◆ Dataset:
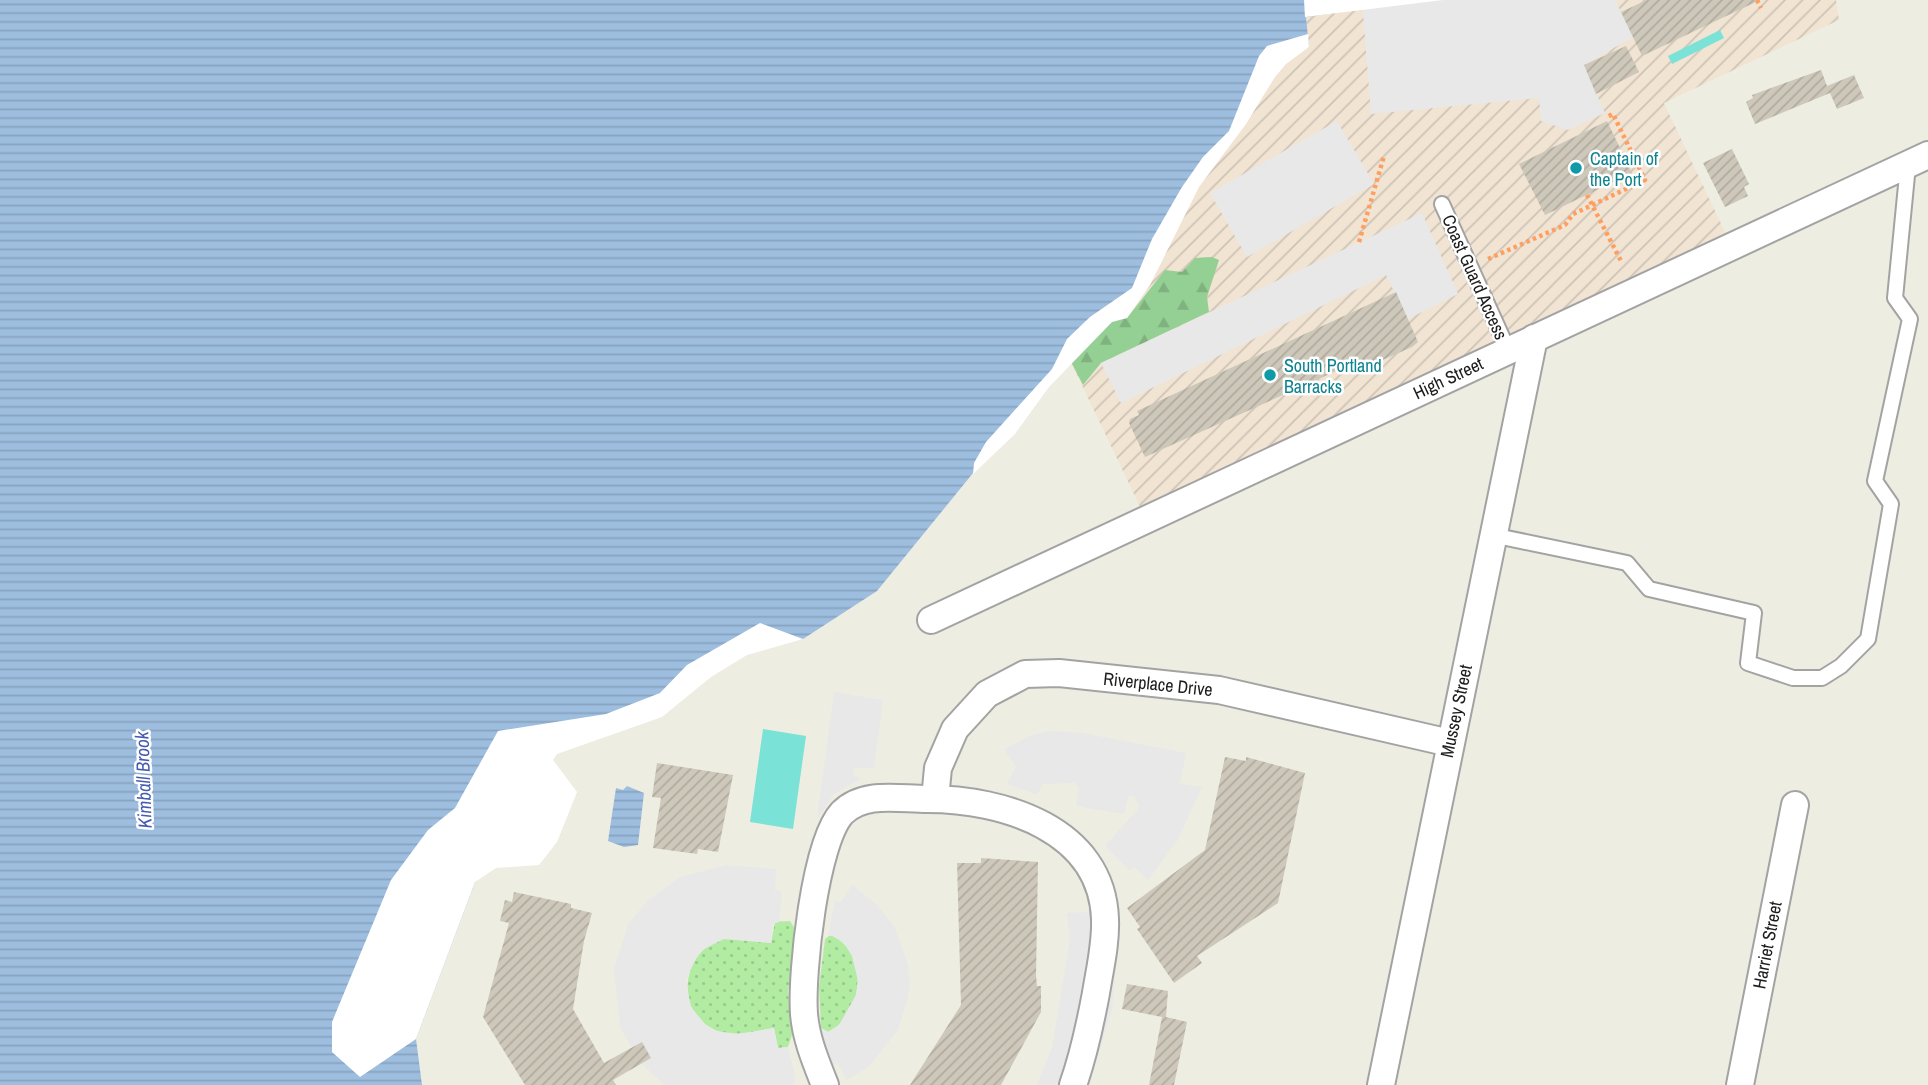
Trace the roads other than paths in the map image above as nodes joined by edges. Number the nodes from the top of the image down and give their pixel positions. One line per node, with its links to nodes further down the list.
1 (1918, 160): 3 (street, High Street); 5 (lane)
2 (1442, 204): 4 (lane, Coast Guard Access)
3 (1534, 338): 4 (street, High Street); 5 (street, Mussey Street)
4 (1508, 350): 6 (street, High Street)
5 (1492, 535): 7 (street, Mussey Street)
6 (931, 620)
7 (1450, 743): 8 (street, Riverplace Drive); 12 (street, Mussey Street)
8 (935, 799): 10 (street); 11 (street)
9 (1795, 805): 13 (street, Harriet Street)
10 (825, 1085)
11 (1073, 1085)
12 (1381, 1085)
13 (1740, 1085)

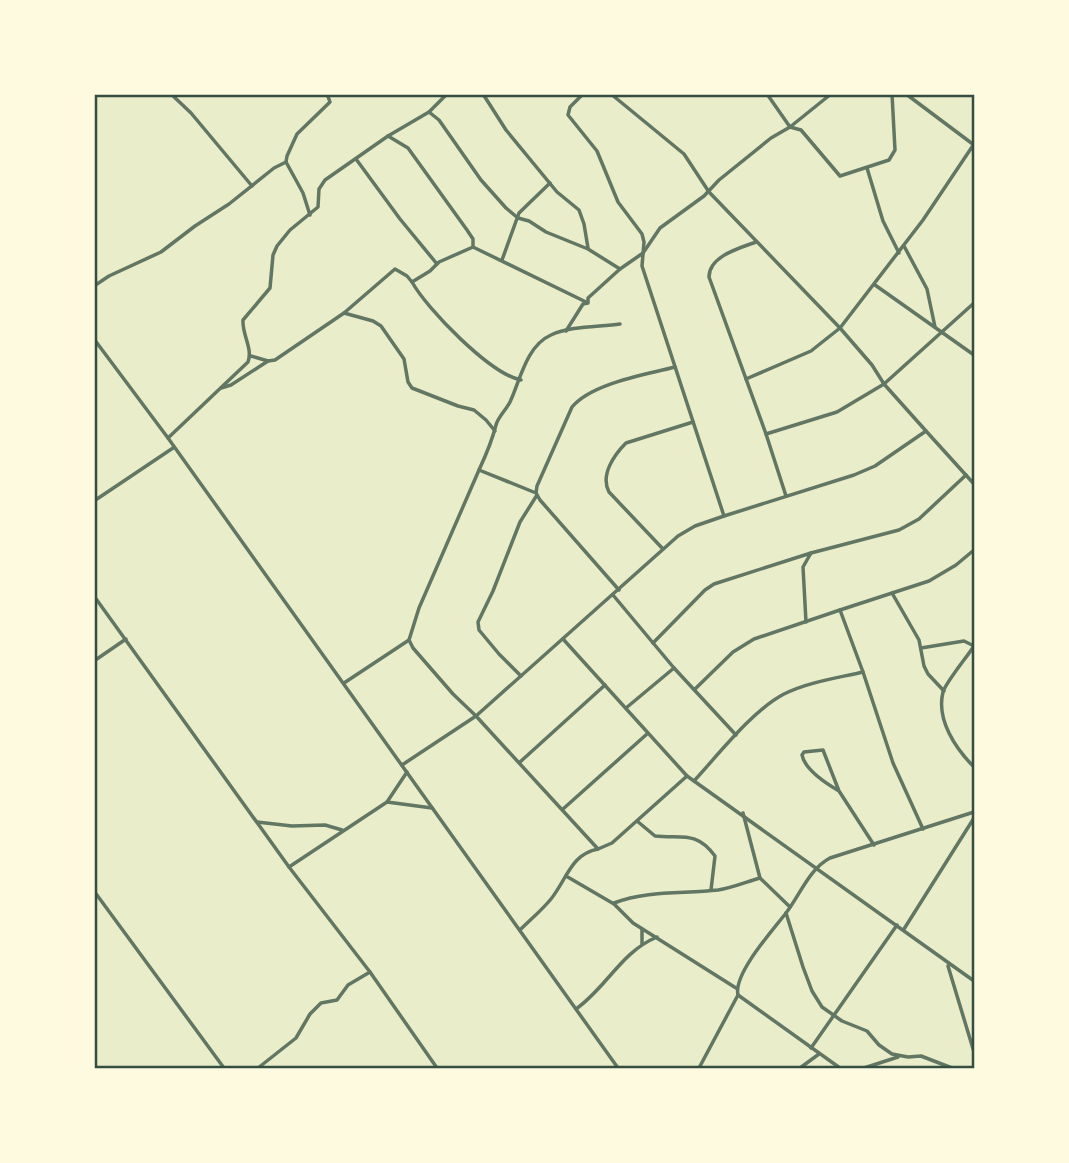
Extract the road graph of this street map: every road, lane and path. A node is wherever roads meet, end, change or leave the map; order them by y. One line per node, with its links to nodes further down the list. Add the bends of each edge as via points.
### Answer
1 (171, 94): 19 (street)
2 (327, 94): 16 (street, via 330,102 297,134)
3 (447, 94): 11 (street)
4 (483, 94): 18 (street, via 506,131)
5 (583, 94): 27 (street, via 568,115 597,151 618,202 644,239)
6 (611, 94): 20 (street, via 675,145)
7 (767, 94): 12 (street)
8 (831, 94): 12 (street)
9 (892, 94): 17 (street, via 894,155)
10 (906, 94): 14 (street)
11 (429, 112): 13 (street); 22 (street, via 481,180)
12 (790, 127): 17 (street, via 801,130 840,176); 20 (street)
13 (388, 136): 15 (street); 25 (street, via 408,148 473,239)
14 (974, 144): 24 (street)
15 (356, 159): 21 (street, via 325,180 318,206); 30 (street)
16 (286, 162): 19 (street); 21 (street)
17 (867, 168): 28 (street, via 883,221)
18 (550, 183): 22 (street); 26 (street, via 579,210)
19 (252, 186): 34 (street, via 160,252)
20 (709, 192): 23 (street); 27 (street, via 660,228)
21 (310, 215): 45 (street, via 277,246 270,288 243,320)
22 (518, 218): 26 (street); 29 (street)
23 (756, 242): 40 (street); 48 (street, via 718,260 709,272)
24 (904, 246): 28 (street); 39 (street, via 927,289)
25 (473, 247): 29 (street); 30 (street)
26 (588, 249): 31 (street)
27 (643, 253): 31 (street); 47 (street, via 642,267)
28 (899, 253): 33 (street)
29 (502, 260): 35 (street)
30 (438, 264): 32 (street)
31 (620, 269): 35 (street)
32 (412, 282): 37 (street, via 395,269); 49 (street, via 449,329 507,375)
33 (875, 285): 39 (street); 40 (street)
34 (94, 286)
35 (588, 303): 41 (street)
36 (975, 303): 42 (street)
37 (344, 313): 46 (street); 54 (street, via 381,326 404,359 412,388 474,410)
38 (620, 324): 41 (street)
39 (935, 327): 42 (street)
40 (841, 328): 48 (street, via 811,351); 50 (street)
41 (566, 331): 49 (street, via 538,344)
42 (941, 331): 44 (street); 50 (street)
43 (94, 339): 56 (street)
44 (975, 355)
45 (250, 356): 46 (street); 51 (street, via 243,369)
46 (268, 361): 51 (street)
47 (675, 367): 52 (street); 61 (street, via 623,381 577,401)
48 (746, 379): 55 (street)
49 (521, 380): 54 (street, via 496,424)
50 (884, 384): 53 (street); 55 (street, via 837,412)
51 (219, 388): 56 (street)
52 (693, 422): 64 (street); 65 (street, via 626,443 606,474 609,492)
53 (926, 431): 59 (street); 62 (street, via 875,466)
54 (496, 433): 58 (street)
55 (766, 434): 62 (street)
56 (168, 438): 57 (street)
57 (173, 448): 63 (street); 86 (street)
58 (479, 470): 61 (street); 78 (street)
59 (966, 474): 60 (street); 67 (street, via 919,519 899,530)
60 (974, 482)
61 (537, 494): 70 (street); 85 (street, via 520,522 478,622 486,638)
62 (786, 496): 64 (street)
63 (94, 501)
64 (724, 516): 65 (street, via 695,526)
65 (663, 548): 70 (street)
66 (975, 550): 71 (street, via 929,581)
67 (811, 553): 68 (street); 69 (street)
68 (794, 558): 69 (street); 79 (street, via 714,584)
69 (803, 567): 75 (street)
70 (619, 590): 72 (street)
71 (892, 593): 74 (street); 81 (street)
72 (613, 595): 77 (street); 79 (street)
73 (94, 596): 76 (street)
74 (840, 610): 75 (street); 84 (street)
75 (806, 622): 88 (street, via 742,645)
76 (126, 639): 82 (street); 108 (street)
77 (564, 639): 85 (street); 87 (street)
78 (409, 640): 86 (street); 91 (street)
79 (653, 643): 83 (street)
80 (975, 646): 81 (street, via 964,640); 89 (street)
81 (921, 648): 89 (street, via 923,666)
82 (94, 661)
83 (674, 668): 88 (street); 90 (street)
84 (863, 672): 93 (street, via 782,695); 109 (street, via 893,763)
85 (521, 676): 91 (street)
86 (344, 682): 95 (street)
87 (605, 685): 90 (street); 94 (street)
88 (695, 689): 93 (street)
89 (944, 691): 96 (street, via 951,738)
90 (626, 708): 92 (street)
91 (476, 716): 94 (street); 95 (street)
92 (647, 734): 98 (street); 103 (street)
93 (736, 735): 99 (street)
94 (520, 762): 103 (street)
95 (402, 765): 97 (street)
96 (975, 767)
97 (407, 772): 101 (street); 102 (street)
98 (687, 776): 99 (street); 107 (street)
99 (694, 781): 105 (street)
100 (839, 792): 100 (street, via 803,761 804,752 822,750); 112 (street)
101 (387, 802): 102 (street); 110 (street)
102 (432, 808): 127 (street)
103 (563, 809): 111 (street)
104 (975, 812): 109 (street)
105 (743, 813): 116 (street); 118 (street)
106 (975, 818): 126 (street)
107 (637, 821): 113 (street); 119 (street, via 655,836 685,835 711,850 715,856)
108 (257, 822): 110 (street); 115 (street)
109 (923, 829): 112 (street)
110 (343, 830): 115 (street)
111 (587, 838): 113 (street); 114 (street)
112 (874, 845): 116 (street, via 830,858)
113 (598, 849): 114 (street)
114 (586, 851): 117 (street)
115 (289, 867): 131 (street)
116 (817, 868): 122 (street); 124 (street)
117 (566, 876): 121 (street); 127 (street)
118 (760, 878): 119 (street); 122 (street)
119 (711, 890): 121 (street)
120 (95, 891): 141 (street)
121 (614, 904): 125 (street)
122 (790, 908): 123 (street)
123 (786, 913): 133 (street, via 761,944); 136 (street, via 812,991)
124 (897, 925): 126 (street); 136 (street)
125 (642, 929): 128 (street); 129 (street)
126 (904, 929): 130 (street)
127 (519, 931): 135 (street)
128 (657, 937): 129 (street); 133 (street)
129 (642, 944): 135 (street, via 597,993)
130 (947, 964): 132 (street); 138 (street)
131 (370, 972): 142 (street, via 348,985 337,1000 321,1003 296,1038); 143 (street)
132 (975, 981)
133 (736, 988): 134 (street)
134 (738, 995): 137 (street); 145 (street)
135 (575, 1009): 144 (street)
136 (833, 1015): 137 (street); 140 (street, via 867,1031 885,1050)
137 (811, 1048): 139 (street)
138 (975, 1052)
139 (819, 1054): 146 (street); 147 (street)
140 (900, 1057): 148 (street); 149 (street, via 922,1056)
141 (223, 1069)
142 (258, 1069)
143 (437, 1069)
144 (618, 1069)
145 (699, 1069)
146 (800, 1069)
147 (840, 1069)
148 (864, 1069)
149 (952, 1069)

◆ Required work:
The records above are to be repeated exactly, with every picture removed from the copy.

◆ Result of the task:
Trace the roads other than paths in the map image above as nodes joined by edges. Number the nodes from the top of the image down and give their pixel positions. One line per node, with its links to nodes further down the list.
1 (1918, 160): 3 (street, High Street); 5 (lane)
2 (1442, 204): 4 (lane, Coast Guard Access)
3 (1534, 338): 4 (street, High Street); 5 (street, Mussey Street)
4 (1508, 350): 6 (street, High Street)
5 (1492, 535): 7 (street, Mussey Street)
6 (931, 620)
7 (1450, 743): 8 (street, Riverplace Drive); 12 (street, Mussey Street)
8 (935, 799): 10 (street); 11 (street)
9 (1795, 805): 13 (street, Harriet Street)
10 (825, 1085)
11 (1073, 1085)
12 (1381, 1085)
13 (1740, 1085)

Extract the road graph of this street map: every road, lane and path. A node is wherever roads meet, end, change or leave the map; order them by y. One line per node, with its links to nodes further down the list. Add the bends of each edge as via points.
### Answer
1 (171, 94): 19 (street)
2 (327, 94): 16 (street, via 330,102 297,134)
3 (447, 94): 11 (street)
4 (483, 94): 18 (street, via 506,131)
5 (583, 94): 27 (street, via 568,115 597,151 618,202 644,239)
6 (611, 94): 20 (street, via 675,145)
7 (767, 94): 12 (street)
8 (831, 94): 12 (street)
9 (892, 94): 17 (street, via 894,155)
10 (906, 94): 14 (street)
11 (429, 112): 13 (street); 22 (street, via 481,180)
12 (790, 127): 17 (street, via 801,130 840,176); 20 (street)
13 (388, 136): 15 (street); 25 (street, via 408,148 473,239)
14 (974, 144): 24 (street)
15 (356, 159): 21 (street, via 325,180 318,206); 30 (street)
16 (286, 162): 19 (street); 21 (street)
17 (867, 168): 28 (street, via 883,221)
18 (550, 183): 22 (street); 26 (street, via 579,210)
19 (252, 186): 34 (street, via 160,252)
20 (709, 192): 23 (street); 27 (street, via 660,228)
21 (310, 215): 45 (street, via 277,246 270,288 243,320)
22 (518, 218): 26 (street); 29 (street)
23 (756, 242): 40 (street); 48 (street, via 718,260 709,272)
24 (904, 246): 28 (street); 39 (street, via 927,289)
25 (473, 247): 29 (street); 30 (street)
26 (588, 249): 31 (street)
27 (643, 253): 31 (street); 47 (street, via 642,267)
28 (899, 253): 33 (street)
29 (502, 260): 35 (street)
30 (438, 264): 32 (street)
31 (620, 269): 35 (street)
32 (412, 282): 37 (street, via 395,269); 49 (street, via 449,329 507,375)
33 (875, 285): 39 (street); 40 (street)
34 (94, 286)
35 (588, 303): 41 (street)
36 (975, 303): 42 (street)
37 (344, 313): 46 (street); 54 (street, via 381,326 404,359 412,388 474,410)
38 (620, 324): 41 (street)
39 (935, 327): 42 (street)
40 (841, 328): 48 (street, via 811,351); 50 (street)
41 (566, 331): 49 (street, via 538,344)
42 (941, 331): 44 (street); 50 (street)
43 (94, 339): 56 (street)
44 (975, 355)
45 (250, 356): 46 (street); 51 (street, via 243,369)
46 (268, 361): 51 (street)
47 (675, 367): 52 (street); 61 (street, via 623,381 577,401)
48 (746, 379): 55 (street)
49 (521, 380): 54 (street, via 496,424)
50 (884, 384): 53 (street); 55 (street, via 837,412)
51 (219, 388): 56 (street)
52 (693, 422): 64 (street); 65 (street, via 626,443 606,474 609,492)
53 (926, 431): 59 (street); 62 (street, via 875,466)
54 (496, 433): 58 (street)
55 (766, 434): 62 (street)
56 (168, 438): 57 (street)
57 (173, 448): 63 (street); 86 (street)
58 (479, 470): 61 (street); 78 (street)
59 (966, 474): 60 (street); 67 (street, via 919,519 899,530)
60 (974, 482)
61 (537, 494): 70 (street); 85 (street, via 520,522 478,622 486,638)
62 (786, 496): 64 (street)
63 (94, 501)
64 (724, 516): 65 (street, via 695,526)
65 (663, 548): 70 (street)
66 (975, 550): 71 (street, via 929,581)
67 (811, 553): 68 (street); 69 (street)
68 (794, 558): 69 (street); 79 (street, via 714,584)
69 (803, 567): 75 (street)
70 (619, 590): 72 (street)
71 (892, 593): 74 (street); 81 (street)
72 (613, 595): 77 (street); 79 (street)
73 (94, 596): 76 (street)
74 (840, 610): 75 (street); 84 (street)
75 (806, 622): 88 (street, via 742,645)
76 (126, 639): 82 (street); 108 (street)
77 (564, 639): 85 (street); 87 (street)
78 (409, 640): 86 (street); 91 (street)
79 (653, 643): 83 (street)
80 (975, 646): 81 (street, via 964,640); 89 (street)
81 (921, 648): 89 (street, via 923,666)
82 (94, 661)
83 (674, 668): 88 (street); 90 (street)
84 (863, 672): 93 (street, via 782,695); 109 (street, via 893,763)
85 (521, 676): 91 (street)
86 (344, 682): 95 (street)
87 (605, 685): 90 (street); 94 (street)
88 (695, 689): 93 (street)
89 (944, 691): 96 (street, via 951,738)
90 (626, 708): 92 (street)
91 (476, 716): 94 (street); 95 (street)
92 (647, 734): 98 (street); 103 (street)
93 (736, 735): 99 (street)
94 (520, 762): 103 (street)
95 (402, 765): 97 (street)
96 (975, 767)
97 (407, 772): 101 (street); 102 (street)
98 (687, 776): 99 (street); 107 (street)
99 (694, 781): 105 (street)
100 (839, 792): 100 (street, via 803,761 804,752 822,750); 112 (street)
101 (387, 802): 102 (street); 110 (street)
102 (432, 808): 127 (street)
103 (563, 809): 111 (street)
104 (975, 812): 109 (street)
105 (743, 813): 116 (street); 118 (street)
106 (975, 818): 126 (street)
107 (637, 821): 113 (street); 119 (street, via 655,836 685,835 711,850 715,856)
108 (257, 822): 110 (street); 115 (street)
109 (923, 829): 112 (street)
110 (343, 830): 115 (street)
111 (587, 838): 113 (street); 114 (street)
112 (874, 845): 116 (street, via 830,858)
113 (598, 849): 114 (street)
114 (586, 851): 117 (street)
115 (289, 867): 131 (street)
116 (817, 868): 122 (street); 124 (street)
117 (566, 876): 121 (street); 127 (street)
118 (760, 878): 119 (street); 122 (street)
119 (711, 890): 121 (street)
120 (95, 891): 141 (street)
121 (614, 904): 125 (street)
122 (790, 908): 123 (street)
123 (786, 913): 133 (street, via 761,944); 136 (street, via 812,991)
124 (897, 925): 126 (street); 136 (street)
125 (642, 929): 128 (street); 129 (street)
126 (904, 929): 130 (street)
127 (519, 931): 135 (street)
128 (657, 937): 129 (street); 133 (street)
129 (642, 944): 135 (street, via 597,993)
130 (947, 964): 132 (street); 138 (street)
131 (370, 972): 142 (street, via 348,985 337,1000 321,1003 296,1038); 143 (street)
132 (975, 981)
133 (736, 988): 134 (street)
134 (738, 995): 137 (street); 145 (street)
135 (575, 1009): 144 (street)
136 (833, 1015): 137 (street); 140 (street, via 867,1031 885,1050)
137 (811, 1048): 139 (street)
138 (975, 1052)
139 (819, 1054): 146 (street); 147 (street)
140 (900, 1057): 148 (street); 149 (street, via 922,1056)
141 (223, 1069)
142 (258, 1069)
143 (437, 1069)
144 (618, 1069)
145 (699, 1069)
146 (800, 1069)
147 (840, 1069)
148 (864, 1069)
149 (952, 1069)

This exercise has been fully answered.